● Activity
The string "Larkin" appears in some lines of the entries that follow; copy each such line.

● Input material

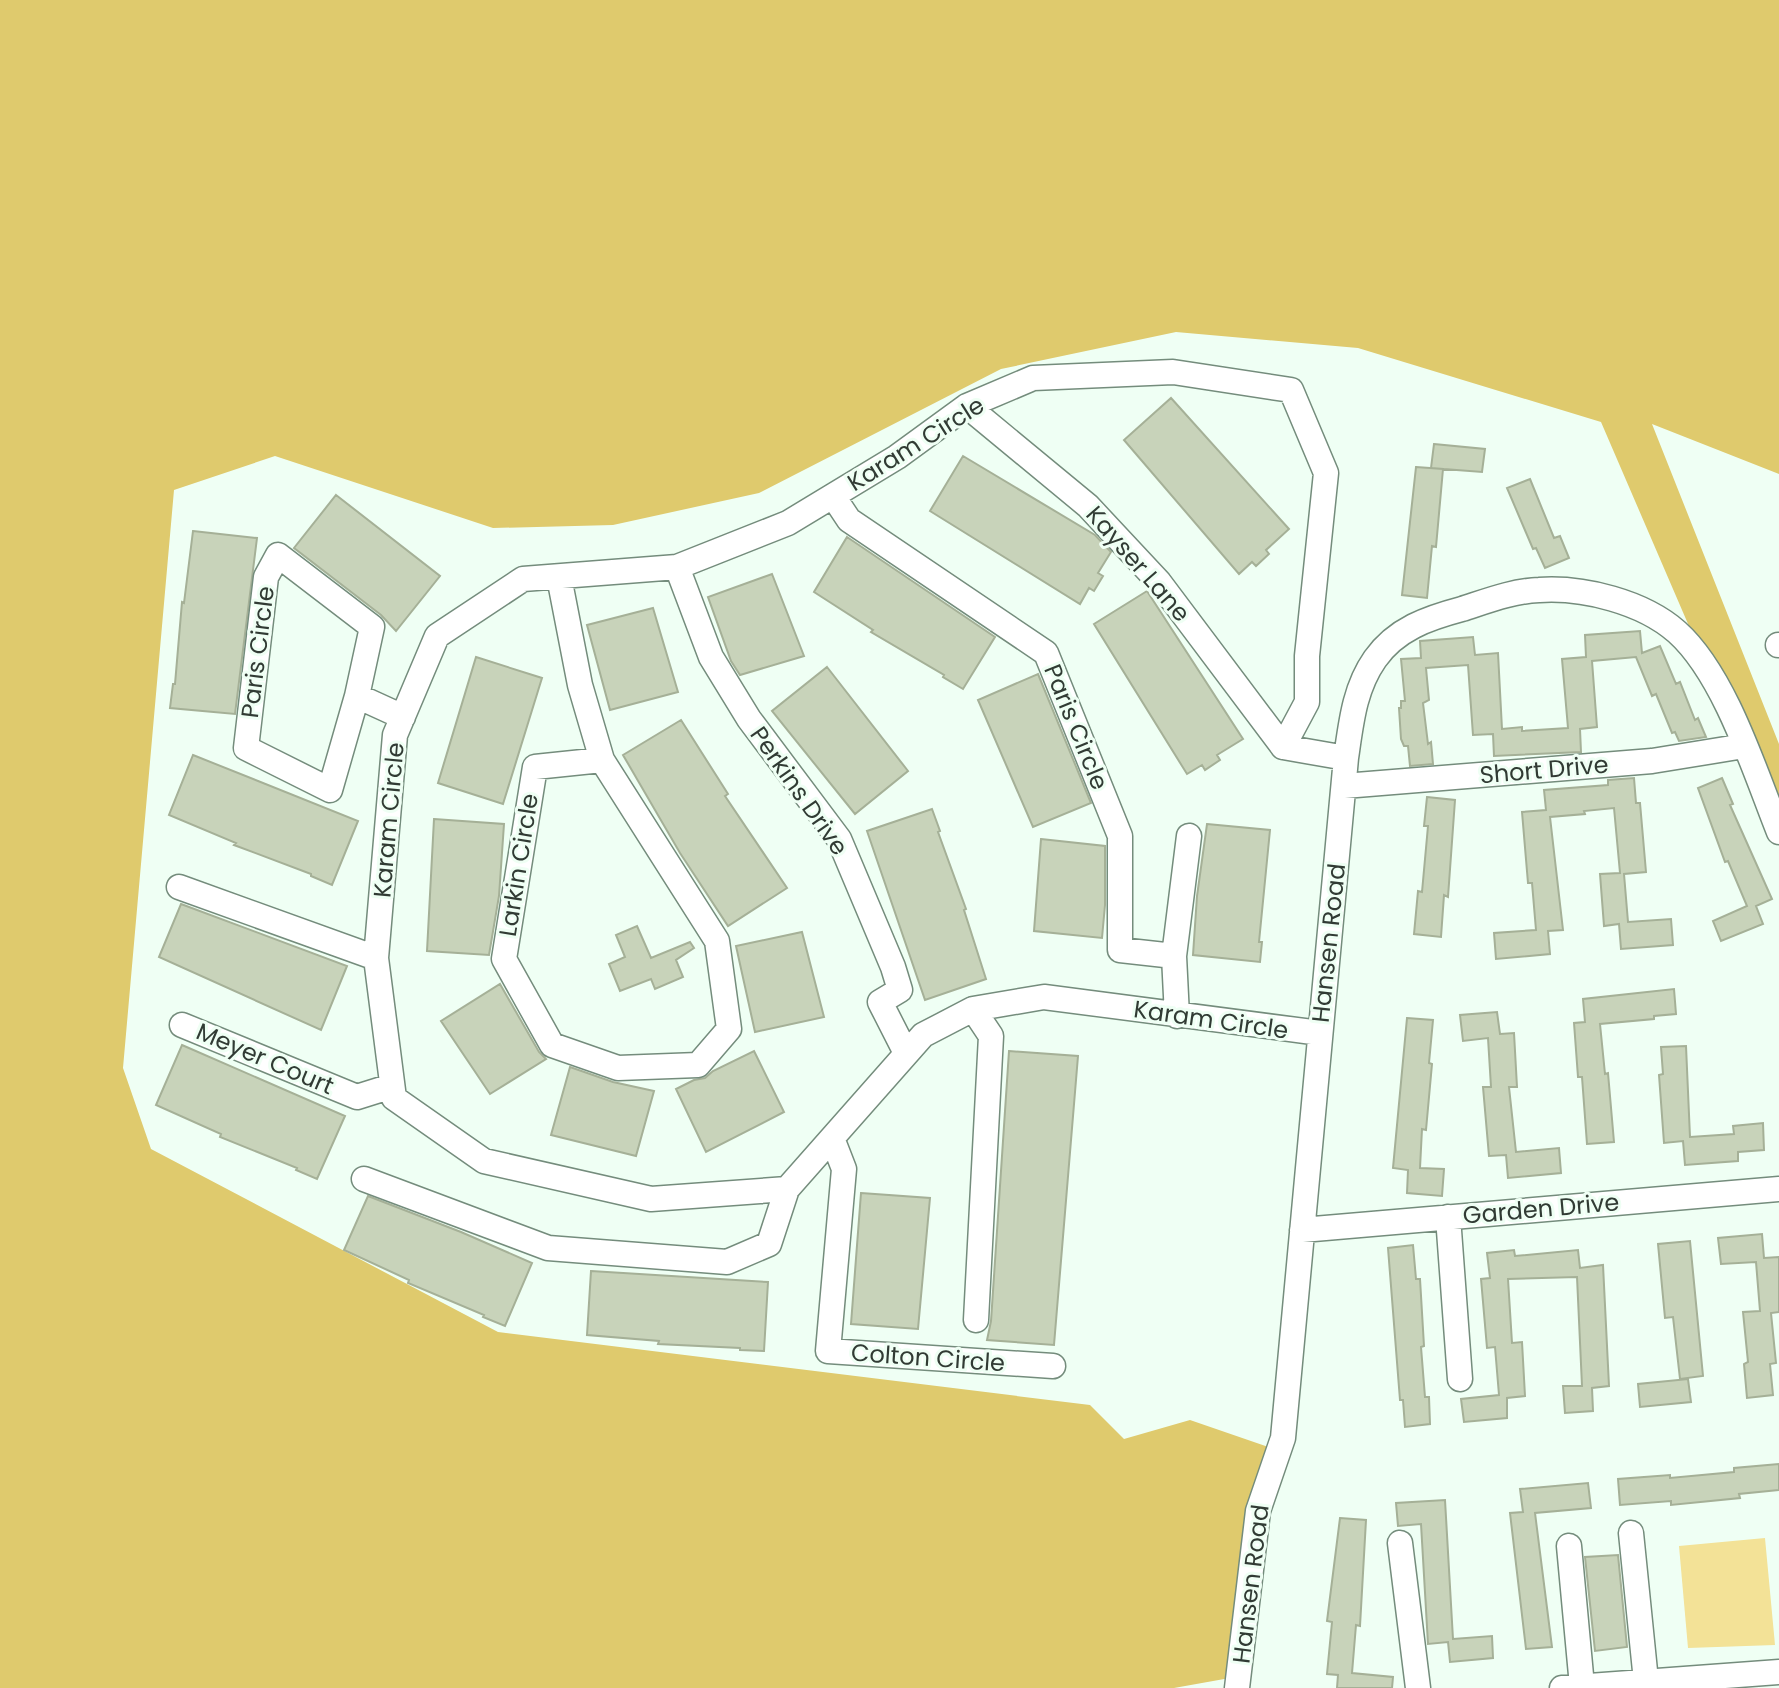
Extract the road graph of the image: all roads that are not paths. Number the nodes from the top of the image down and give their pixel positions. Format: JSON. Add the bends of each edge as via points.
{"nodes":[{"id":1,"x":967,"y":406,"type":"junction"},
{"id":2,"x":833,"y":496,"type":"junction"},
{"id":3,"x":677,"y":567,"type":"junction"},
{"id":4,"x":559,"y":577,"type":"junction"},
{"id":5,"x":357,"y":696,"type":"junction"},
{"id":6,"x":403,"y":717,"type":"junction"},
{"id":7,"x":1744,"y":746,"type":"junction"},
{"id":8,"x":1283,"y":747,"type":"junction"},
{"id":9,"x":1346,"y":758,"type":"junction"},
{"id":10,"x":602,"y":760,"type":"junction"},
{"id":11,"x":1344,"y":786,"type":"junction"},
{"id":12,"x":1779,"y":832,"type":"edge"},
{"id":13,"x":1189,"y":836,"type":"dead end"},
{"id":14,"x":179,"y":887,"type":"dead end"},
{"id":15,"x":1174,"y":956,"type":"junction"},
{"id":16,"x":376,"y":958,"type":"junction"},
{"id":17,"x":973,"y":1009,"type":"junction"},
{"id":18,"x":1177,"y":1016,"type":"junction"},
{"id":19,"x":182,"y":1025,"type":"dead end"},
{"id":20,"x":1320,"y":1033,"type":"junction"},
{"id":21,"x":906,"y":1053,"type":"junction"},
{"id":22,"x":392,"y":1086,"type":"junction"},
{"id":23,"x":832,"y":1138,"type":"junction"},
{"id":24,"x":364,"y":1179,"type":"dead end"},
{"id":25,"x":787,"y":1189,"type":"junction"},
{"id":26,"x":1779,"y":1189,"type":"edge"},
{"id":27,"x":1448,"y":1217,"type":"junction"},
{"id":28,"x":1302,"y":1230,"type":"junction"},
{"id":29,"x":976,"y":1320,"type":"dead end"},
{"id":30,"x":1053,"y":1366,"type":"dead end"},
{"id":31,"x":1460,"y":1379,"type":"dead end"},
{"id":32,"x":1631,"y":1533,"type":"dead end"},
{"id":33,"x":1400,"y":1543,"type":"dead end"},
{"id":34,"x":1569,"y":1546,"type":"dead end"},
{"id":35,"x":1779,"y":1672,"type":"edge"},
{"id":36,"x":1646,"y":1681,"type":"junction"},
{"id":37,"x":1572,"y":1687,"type":"edge"},
{"id":38,"x":1237,"y":1688,"type":"edge"},
{"id":39,"x":1418,"y":1688,"type":"edge"}],
"edges":[{"from":1,"to":2,"type":"street","name":"Karam Circle"},
{"from":1,"to":8,"type":"street","name":"Kayser Lane","via":[[1088,506],[1159,582]]},
{"from":1,"to":8,"type":"street","name":"Karam Circle","via":[[1033,378],[1173,372],[1291,390],[1326,473],[1307,702]]},
{"from":2,"to":3,"type":"street","name":"Karam Circle","via":[[788,523]]},
{"from":2,"to":15,"type":"street","name":"Paris Circle","via":[[849,520],[1046,653],[1120,836],[1120,950]]},
{"from":3,"to":4,"type":"street","name":"Karam Circle"},
{"from":3,"to":21,"type":"street","name":"Perkins Drive","via":[[711,657],[749,719],[839,839],[893,967],[900,990],[880,1002]]},
{"from":4,"to":6,"type":"street","name":"Karam Circle","via":[[523,579],[437,636]]},
{"from":4,"to":10,"type":"street","name":"Larkin Circle","via":[[580,685]]},
{"from":5,"to":5,"type":"street","name":"Paris Circle","via":[[372,627],[278,555],[266,577],[246,748],[330,790]]},
{"from":5,"to":6,"type":"street"},
{"from":6,"to":16,"type":"street","name":"Karam Circle","via":[[395,735]]},
{"from":7,"to":9,"type":"street","name":"Hansen Road","via":[[1705,667],[1665,623],[1605,598],[1539,590],[1428,619],[1398,635],[1375,659],[1357,695]]},
{"from":7,"to":11,"type":"street","name":"Short Drive","via":[[1652,761]]},
{"from":7,"to":12,"type":"street","name":"Hansen Road"},
{"from":8,"to":9,"type":"street"},
{"from":9,"to":11,"type":"street","name":"Hansen Road"},
{"from":10,"to":10,"type":"street","name":"Larkin Circle","via":[[717,941],[729,1029],[698,1065],[618,1068],[552,1045],[504,959],[535,767]]},
{"from":11,"to":20,"type":"street","name":"Hansen Road"},
{"from":13,"to":15,"type":"street"},
{"from":14,"to":16,"type":"street"},
{"from":15,"to":18,"type":"street"},
{"from":16,"to":22,"type":"street","name":"Karam Circle"},
{"from":17,"to":18,"type":"street","name":"Karam Circle","via":[[1044,997]]},
{"from":17,"to":21,"type":"street","name":"Karam Circle","via":[[923,1035]]},
{"from":17,"to":29,"type":"street","name":"Colton Circle","via":[[991,1036]]},
{"from":18,"to":20,"type":"street","name":"Karam Circle"},
{"from":19,"to":22,"type":"street","name":"Meyer Court","via":[[357,1097]]},
{"from":20,"to":28,"type":"street","name":"Hansen Road"},
{"from":21,"to":23,"type":"street","name":"Karam Circle"},
{"from":22,"to":25,"type":"street","via":[[394,1098],[484,1161],[651,1199]]},
{"from":23,"to":25,"type":"street","name":"Karam Circle"},
{"from":23,"to":30,"type":"street","name":"Colton Circle","via":[[844,1169],[828,1351]]},
{"from":24,"to":25,"type":"street","via":[[548,1248],[727,1262],[769,1244]]},
{"from":26,"to":27,"type":"street","name":"Garden Drive"},
{"from":27,"to":28,"type":"street","name":"Garden Drive"},
{"from":27,"to":31,"type":"street"},
{"from":28,"to":38,"type":"street","name":"Hansen Road","via":[[1283,1438],[1258,1511]]},
{"from":32,"to":36,"type":"street"},
{"from":33,"to":39,"type":"street"},
{"from":34,"to":37,"type":"street"},
{"from":35,"to":36,"type":"street"},
{"from":36,"to":37,"type":"street"}]}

● Answer to this problem
{"from":4,"to":10,"type":"street","name":"Larkin Circle","via":[[580,685]]},
{"from":10,"to":10,"type":"street","name":"Larkin Circle","via":[[717,941],[729,1029],[698,1065],[618,1068],[552,1045],[504,959],[535,767]]},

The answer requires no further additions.